Vintage Omega Movements Explained - A Complete Guide to Every Calibre Family
One of the most rewarding things about collecting vintage Omega watches is the depth of knowledge available once you start looking beneath the dial. Omega produced an extraordinary range of movements across the post-war decades - manual-wind and automatic, slim dress calibres and robust everyday workhorses - and understanding which calibre family sits inside a given watch tells you an enormous amount about its character, its era, and its quality.
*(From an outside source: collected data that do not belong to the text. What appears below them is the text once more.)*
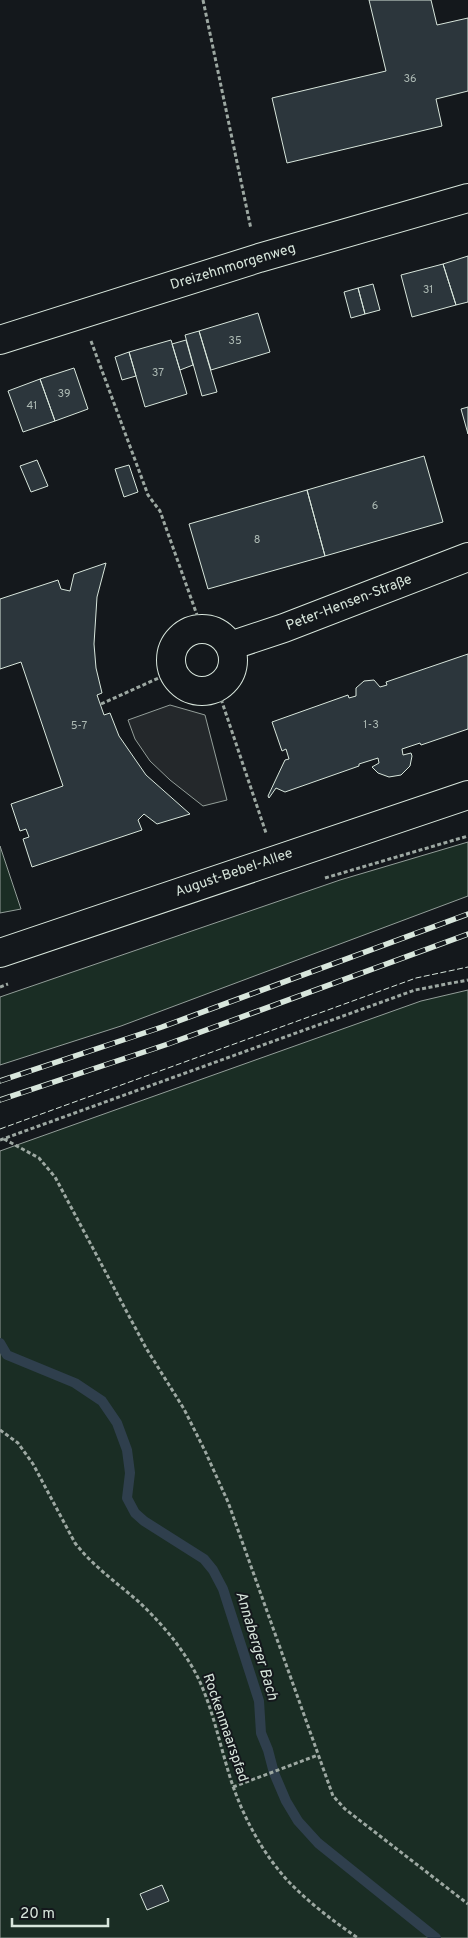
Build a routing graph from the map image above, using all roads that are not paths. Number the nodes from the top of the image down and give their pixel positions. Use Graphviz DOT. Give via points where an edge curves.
graph roads {
  1 [pos="468,198"];
  2 [pos="0,340"];
  3 [pos="468,557"];
  4 [pos="230,646"];
  5 [pos="468,795"];
  6 [pos="0,953"];
  1 -- 2 [label="street, Dreizehnmorgenweg" via="259,258"];
  3 -- 4 [label="street, Peter-Hensen-Straße"];
  4 -- 4 [label="street" via="232,668 217,687 207,690 190,688 172,672 171,656 178,639 187,633 202,629 213,631"];
  5 -- 6 [label="street, August-Bebel-Allee"];
}
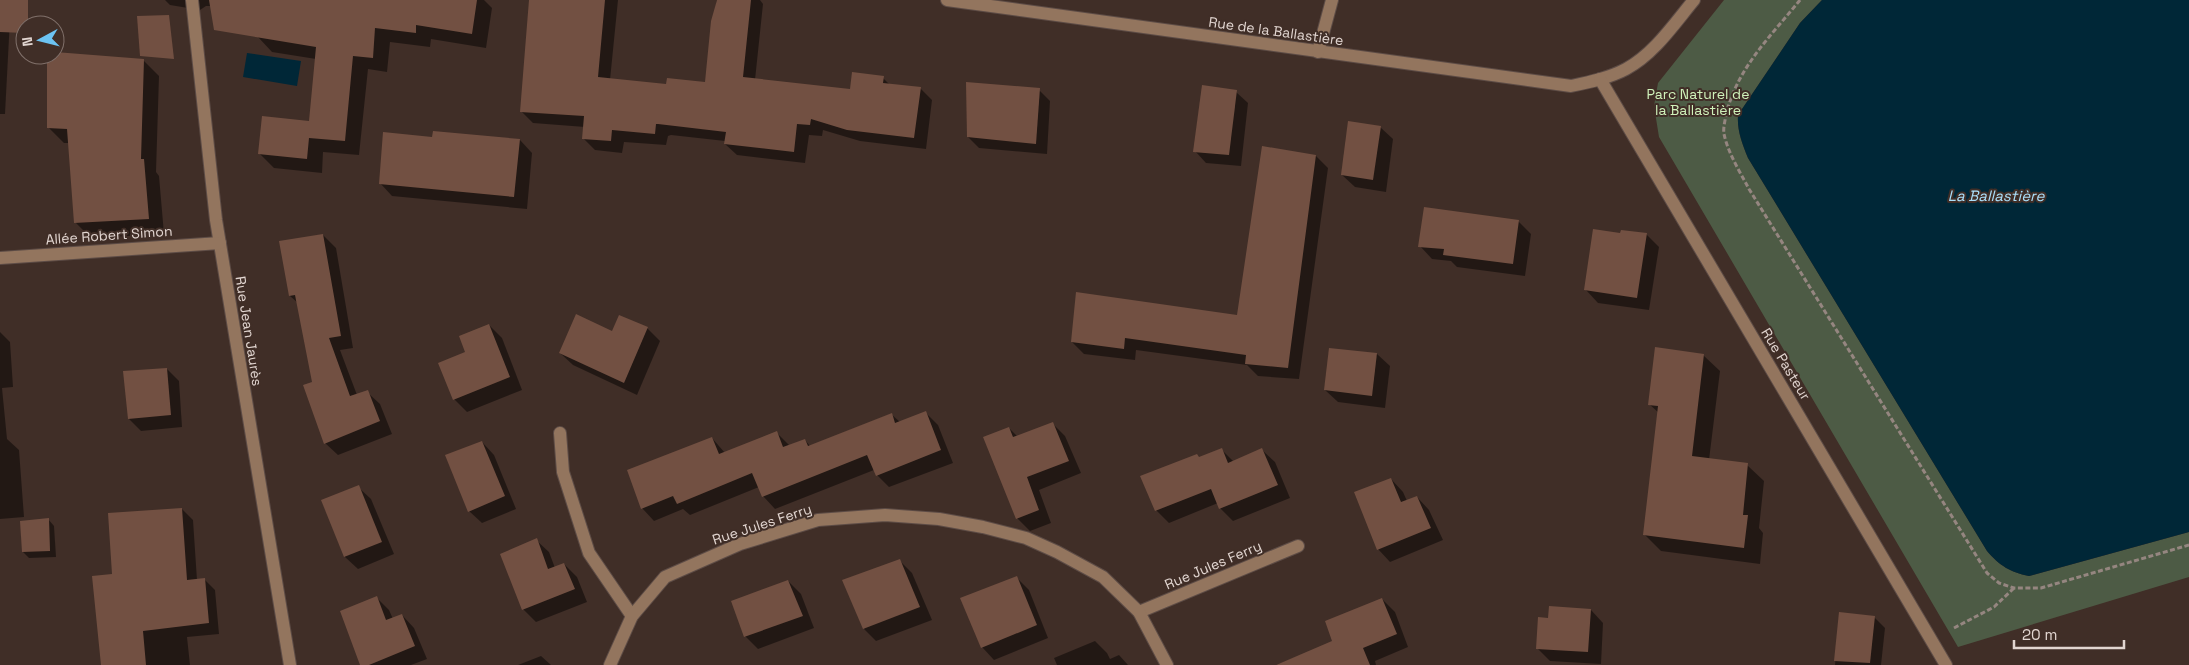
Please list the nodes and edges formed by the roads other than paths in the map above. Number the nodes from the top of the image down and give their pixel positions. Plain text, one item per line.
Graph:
1 (192, 0) edge
2 (948, 0) edge
3 (1332, 0) edge
4 (1694, 0) edge
5 (1318, 52) junction
6 (1600, 79) junction
7 (220, 243) junction
8 (0, 258) edge
9 (560, 433) dead end
10 (1298, 546) dead end
11 (1140, 612) junction
12 (632, 616) junction
13 (290, 665) edge
14 (610, 665) edge
15 (1167, 665) edge
16 (1946, 665) edge

1 - 7 street, Rue Jean Jaurès
2 - 5 street, Rue de la Ballastière
3 - 5 street
4 - 6 street, Rue de la Ballastière
5 - 6 street, Rue de la Ballastière
6 - 16 street, Rue Pasteur
7 - 8 street, Allée Robert Simon
7 - 13 street, Rue Jean Jaurès
9 - 12 street
10 - 11 street, Rue Jules Ferry
11 - 12 street, Rue Jules Ferry
11 - 15 street, Rue Jules Ferry
12 - 14 street, Rue Jules Ferry

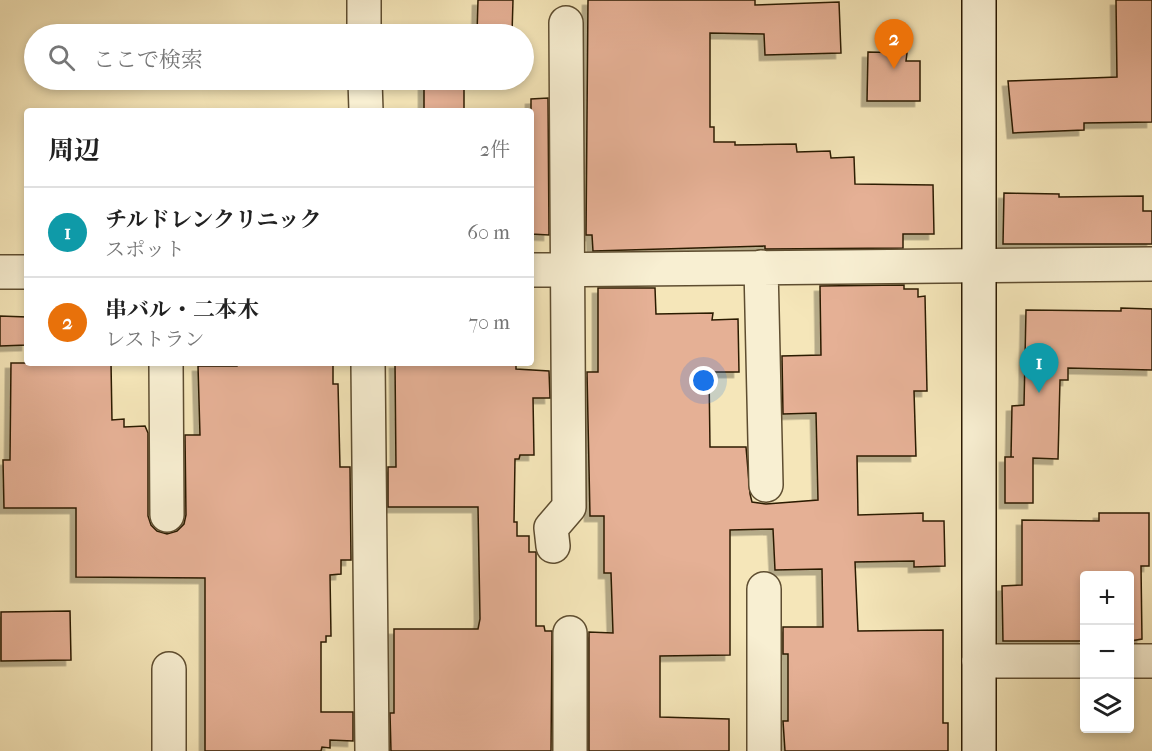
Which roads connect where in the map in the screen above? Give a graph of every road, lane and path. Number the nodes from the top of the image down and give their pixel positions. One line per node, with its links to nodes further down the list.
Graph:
1 (364, 0): 4 (street)
2 (979, 0): 7 (street)
3 (566, 22): 10 (street)
4 (364, 24)
5 (365, 90): 6 (street)
6 (366, 108)
7 (979, 264): 8 (street); 9 (street); 21 (street)
8 (1152, 264)
9 (761, 267): 10 (street); 16 (street)
10 (567, 269): 11 (street); 18 (street)
11 (534, 270)
12 (0, 272): 13 (street)
13 (24, 272)
14 (166, 366): 17 (street)
15 (368, 366): 27 (street)
16 (766, 485)
17 (167, 515)
18 (553, 546)
19 (764, 590): 29 (street)
20 (570, 633): 28 (street)
21 (979, 661): 22 (street); 30 (street)
22 (1080, 661)
23 (1134, 661): 24 (street)
24 (1152, 661)
25 (169, 669): 26 (street)
26 (169, 751)
27 (372, 751)
28 (570, 751)
29 (764, 751)
30 (979, 751)

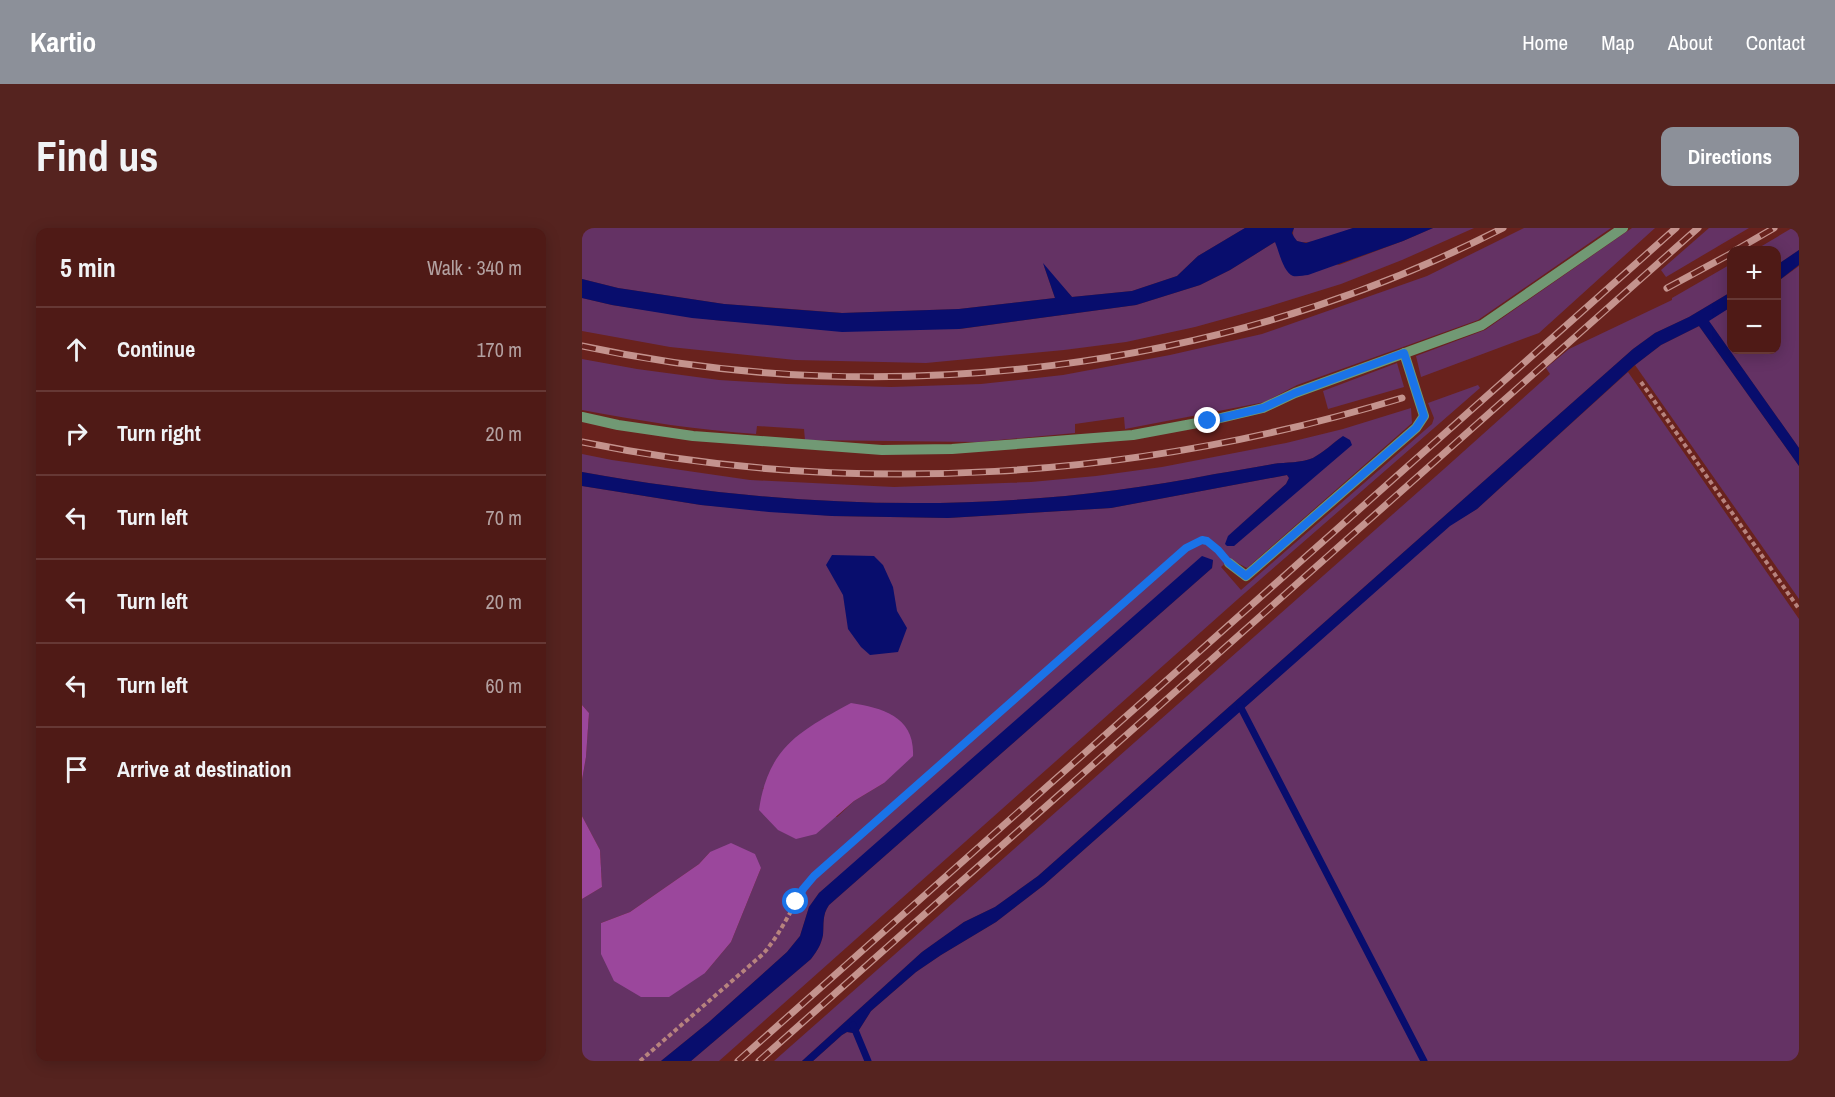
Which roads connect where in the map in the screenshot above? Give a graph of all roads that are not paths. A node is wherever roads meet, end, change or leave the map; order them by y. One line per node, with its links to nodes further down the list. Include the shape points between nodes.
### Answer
1 (1623, 228): 2 (lane, via 1482,325)
2 (1404, 353): 3 (lane, via 1263,408 1133,435 1046,443 882,450 693,436); 4 (lane, via 1424,416 1416,428 1246,576)
3 (582, 417)
4 (1229, 563)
This guide covers the key Omega calibre families that you are most likely to encounter in vintage watches from the 1940s through to the 1970s. It is not exhaustive - the full list of Omega calibre numbers runs to hundreds of references - but it covers the movements that matter most to collectors of vintage Omega dress watches, and gives you the context to understand what you are looking at when you open a caseback.
The 200 Series - Slim, Elegant Manual-Wind Calibres

The 200 series calibres represent some of the finest manual-wind movements Omega ever produced, and they power many of the most beautiful vintage Omega dress watches of the 1950s.
These are slim, refined calibres designed specifically for elegant dress watch applications - their modest height allowed Omega's case designers to create timepieces of extraordinary thinness and refinement. The calibre 267 and 268 are perhaps the most widely encountered references in this family, found inside a huge range of Omega dress watches and early Constellation models from the mid-to-late 1950s. The 283, 284, and 285 are equally celebrated - slightly later developments within the same family, offering refined timekeeping in an elegantly slim package.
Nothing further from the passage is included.